Com um misto de garra e sorte, o São Paulo valorizou o "Paulistinha" com uma classificação heroica

Enquanto eles chamam de Paulistinha, a gente valoriza o campeonato. Hoje, no estádio deles, o São Paulo quebrou uma série de tabus. Tudo bem que não vencemos o jogo, mas também não perdemos. O empate foi o primeiro ponto marcado lá e, convenhamos, como ele foi importante. Nos levou para os pênaltis, para uma classificação heroica em um clássico tão complicado. Depois de tanto ficar no quase, o São Paulo enfim está na briga por um título. Não é mentira, nem loucura, é a realidade.

Depois do início bagunçado de ano que tivemos, inclusive se classificando em segundo lugar no grupo e com vaga garantida apenas na última rodada, poucos imaginavam que o São Paulo conseguisse bater de frente contra o Palmeiras, ainda mais com tantos garotos de Cotia em campo. Eles poderiam tremer? Sim, claro, normal, mas eles foram GIGANTES. Diante de um adversário superior, o Tricolor foi guerreiro ao máximo para chegar na decisão. Precisamos apreciar Luan, Antony, Liziero e Igor Gomes, nossos meninos que estão jogando muito. Não venda, São Paulo, por favor!


Não foi fácil, nunca será. Poderíamos ter feito dois gols, mas também poderíamos ter sofrido dois ou três gols. O jogo foi duro, pegado, com chances para os dois lados. O São Paulo, porém, não se intimidou com a gritaria dos rivais, com a torcida deles empurrando. Durante 180 minutos, não ficamos menores que eles. Esse foi o primeiro passo para essa importante classificação.


Rubens Chiri/saopaulofc.net
Rubens Chiri/saopaulofc.net

Eles tentaram intimidar o São Paulo, mas a tática não funcionou


Nos pênaltis, a sorte nos sorriu como há muito tempo. Volpi defendeu duas bolas, sendo que uma ainda bateu na trave. Perdemos pênalti, sim, mas também teve gol de cavadinha.
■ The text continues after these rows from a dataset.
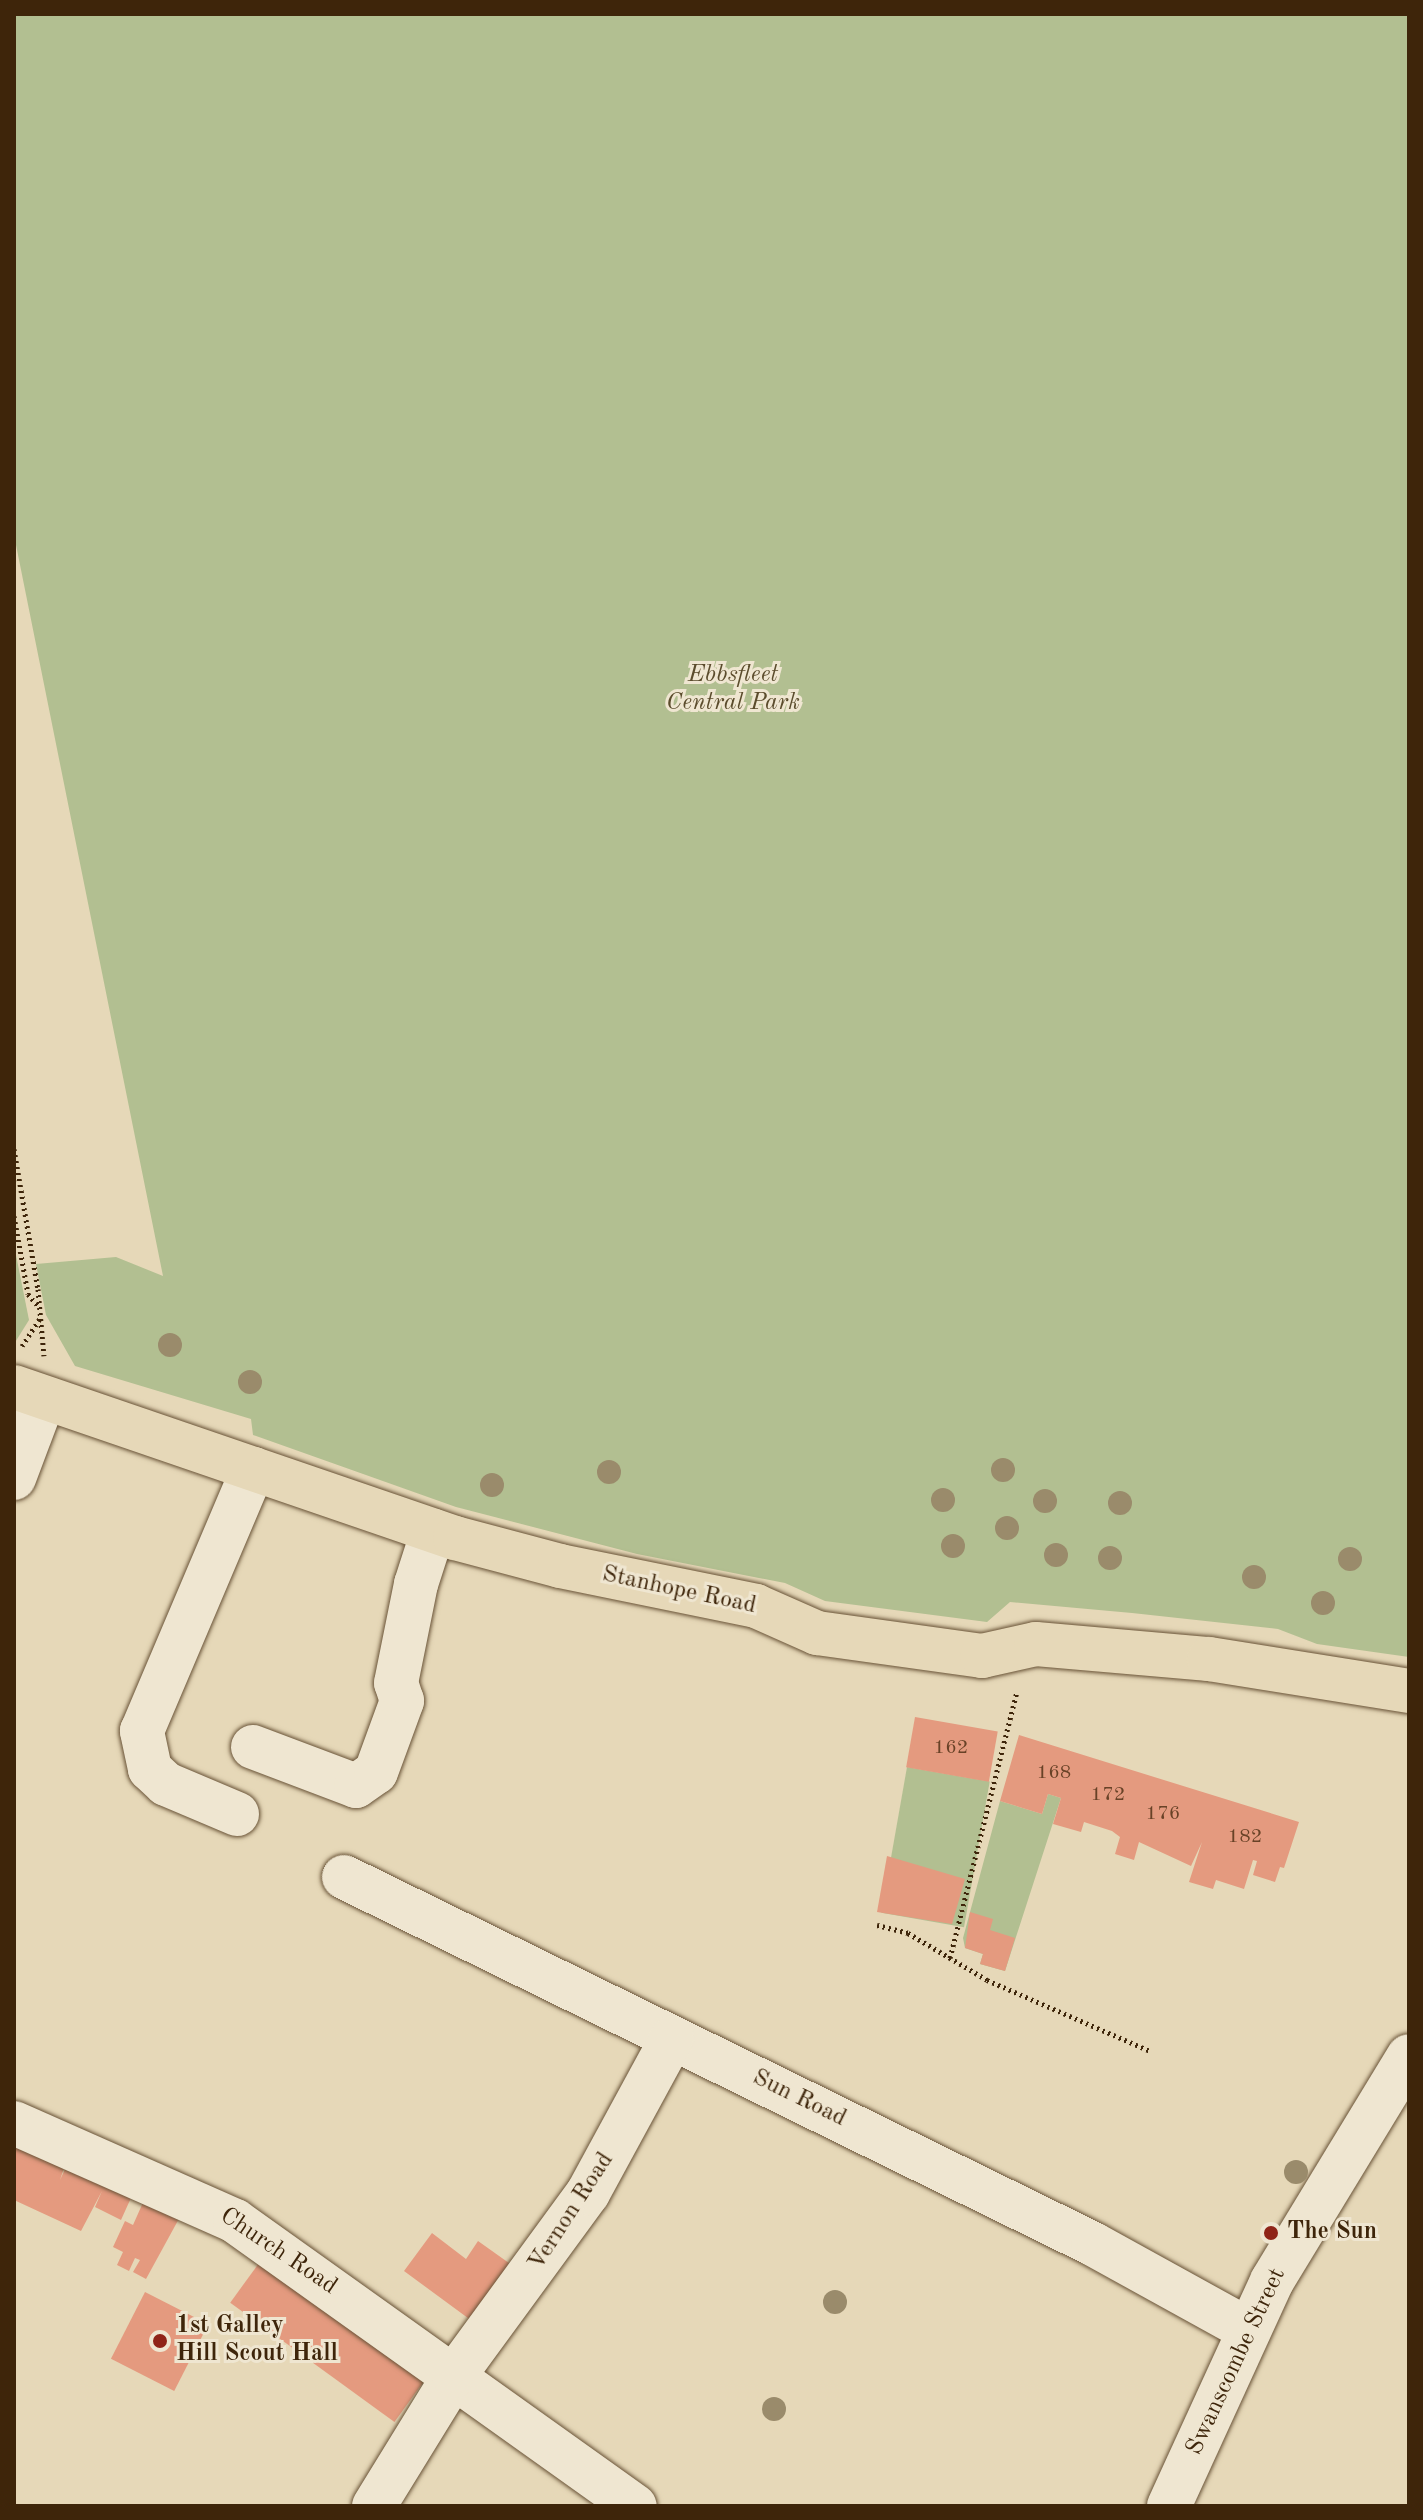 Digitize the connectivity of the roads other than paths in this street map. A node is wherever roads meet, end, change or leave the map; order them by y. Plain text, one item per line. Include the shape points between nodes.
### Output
1 (28, 1394) edge
2 (253, 1469) junction
3 (14, 1478) edge
4 (433, 1531) junction
5 (1409, 1691) edge
6 (253, 1747) dead end
7 (237, 1814) dead end
8 (344, 1877) dead end
9 (672, 2038) junction
10 (1409, 2056) edge
11 (14, 2123) edge
12 (1249, 2330) junction
13 (454, 2376) junction
14 (374, 2506) edge
15 (635, 2506) edge
16 (1169, 2506) edge

1 - 2 main road, Stanhope Road
1 - 3 street
2 - 4 main road, Stanhope Road
2 - 7 street via 142,1731 150,1769 166,1784
4 - 5 main road, Stanhope Road via 560,1566 756,1606 817,1633 982,1656 1036,1644 1209,1659
4 - 6 street via 396,1683 402,1701 376,1772 356,1786
8 - 9 street, Sun Road
9 - 12 street, Sun Road via 1093,2244
9 - 13 street, Vernon Road via 588,2193
10 - 12 street, Swanscombe Street via 1281,2266
11 - 13 street, Church Road via 223,2214
12 - 16 street, Swanscombe Street
13 - 14 street, Vernon Road
13 - 15 street, Church Road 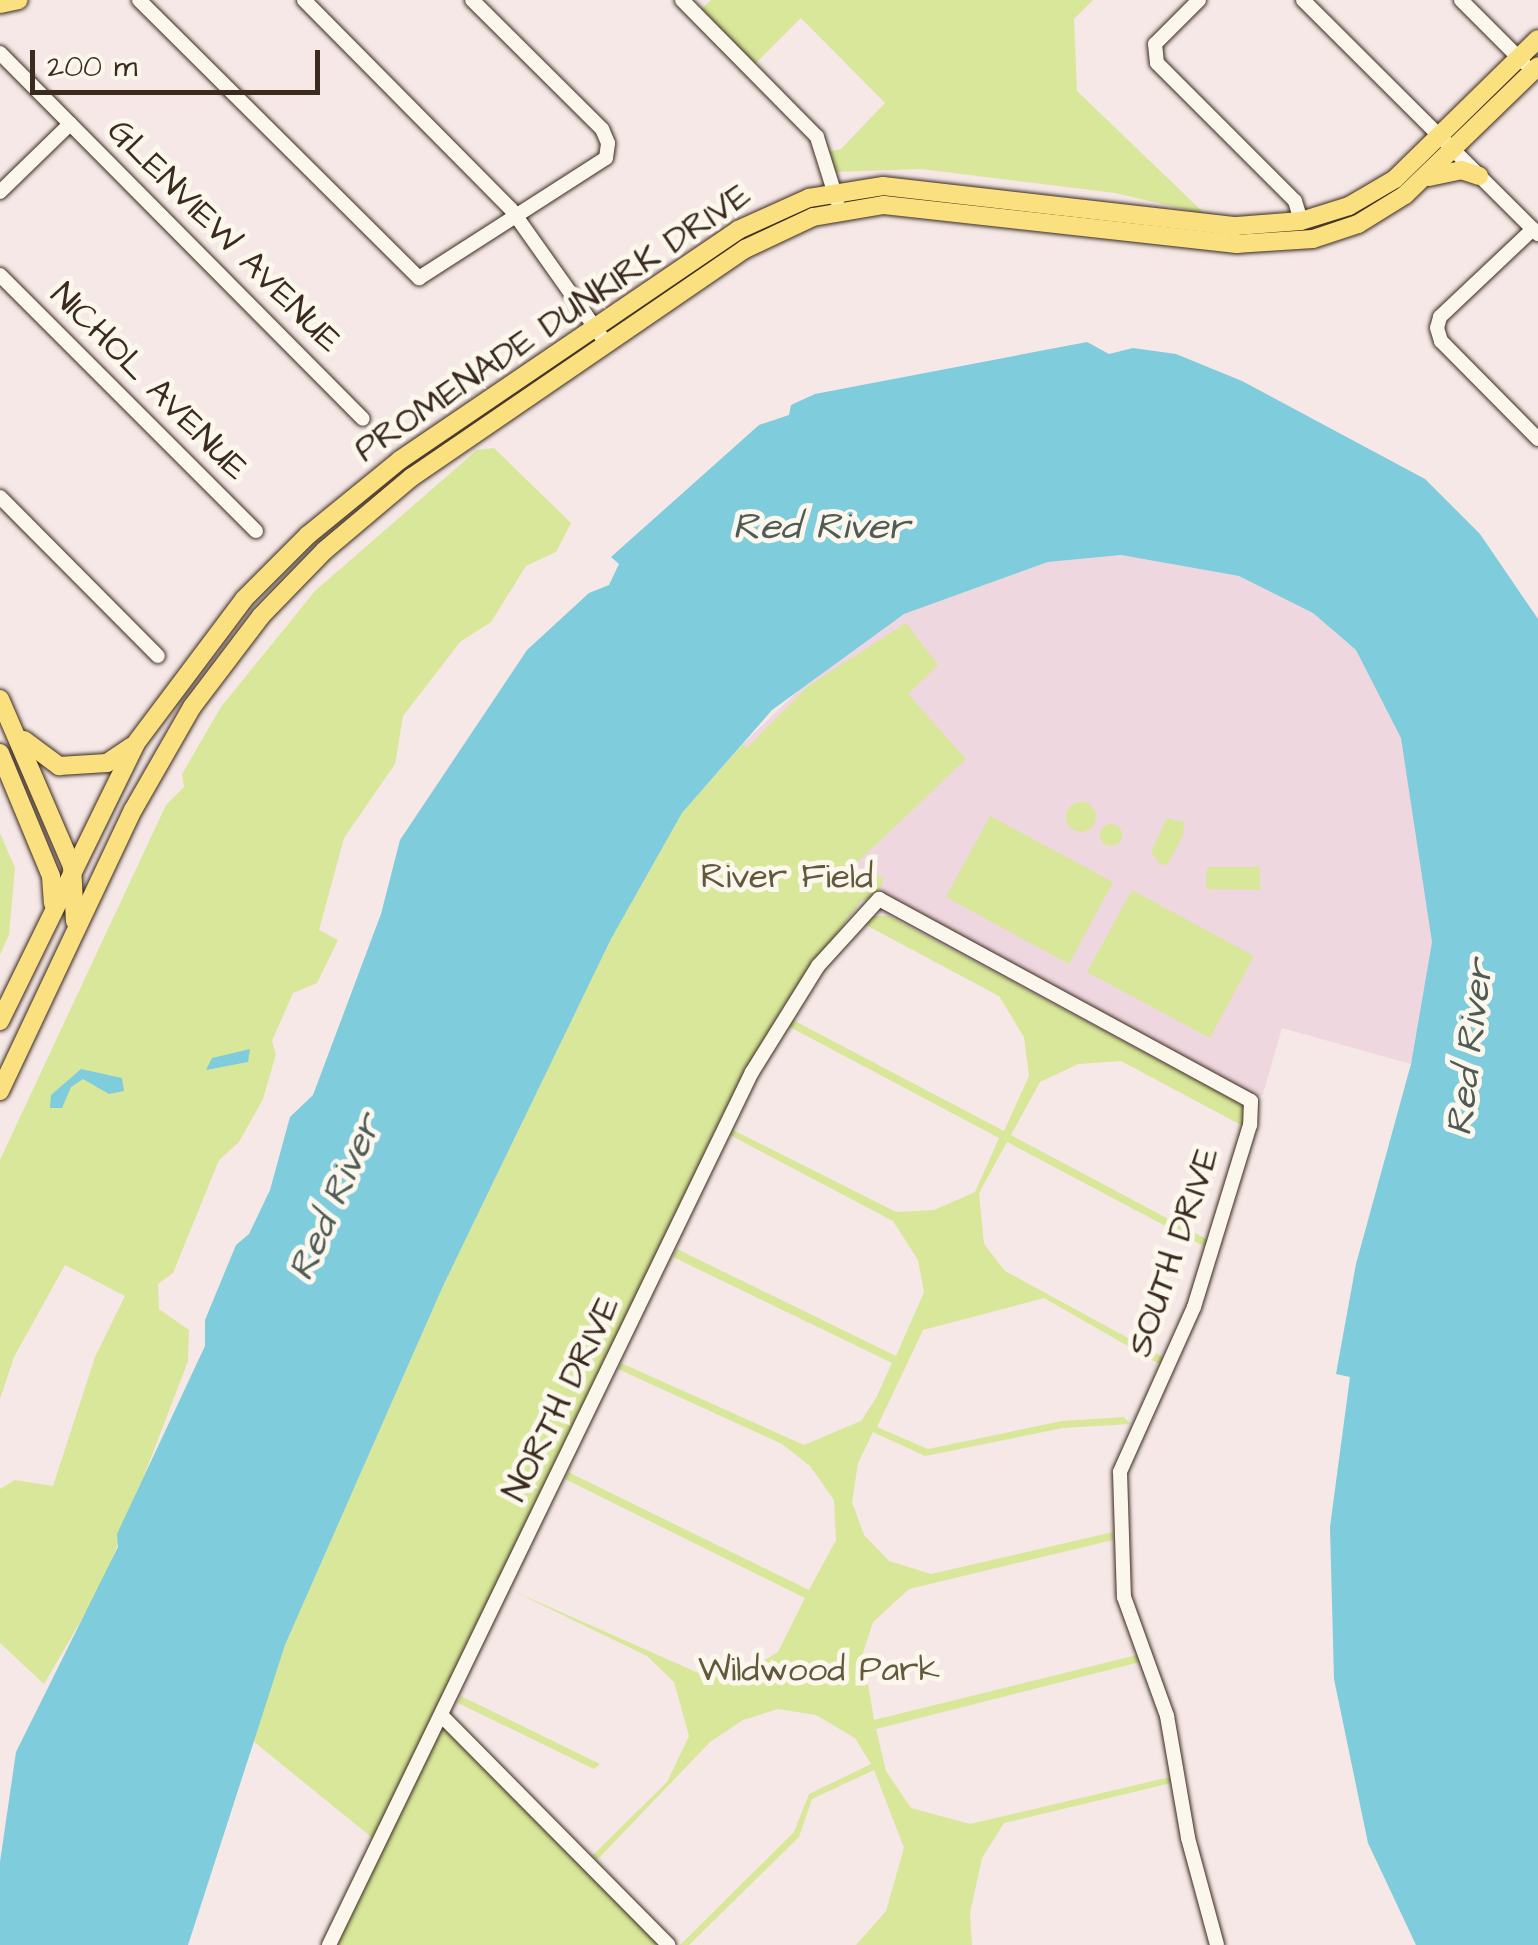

Fomos ousados, mas também cerebrais. O São Paulo deu orgulho como há muito tempo. E agora estamos na briga por um título, a primeira final desde 2012, acredita se quiser.


O São Paulo, na última semana, já tinha provado que poderia se igualar ao rival. Hoje, repetiu o cenário. Era um caso igual ao do ano passado, quando também fomos eliminados nos pênaltis, fora de casa, nas semifinais. O Tricolor precisava parar de apenas se igualar, mas também derrotar os rivais em mata-mata. Foi isso que aconteceu de forma saborosa, uma classificação enorme. Hoje é dia de ficar orgulhoso, de bater no peito e exibir nosso belo escudo, nossa bela camisa nas ruas.


A primeira batalha está vencida, mas ainda tem outra. Corinthians ou Santos, o futuro ainda nos dará respostas. Se passamos por um duelo, podemos passar por outro se jogarmos da mesma forma. Se eles chamam de "Paulistinha", nós chamamos de PAULISTÃO. E vamos em busca do título!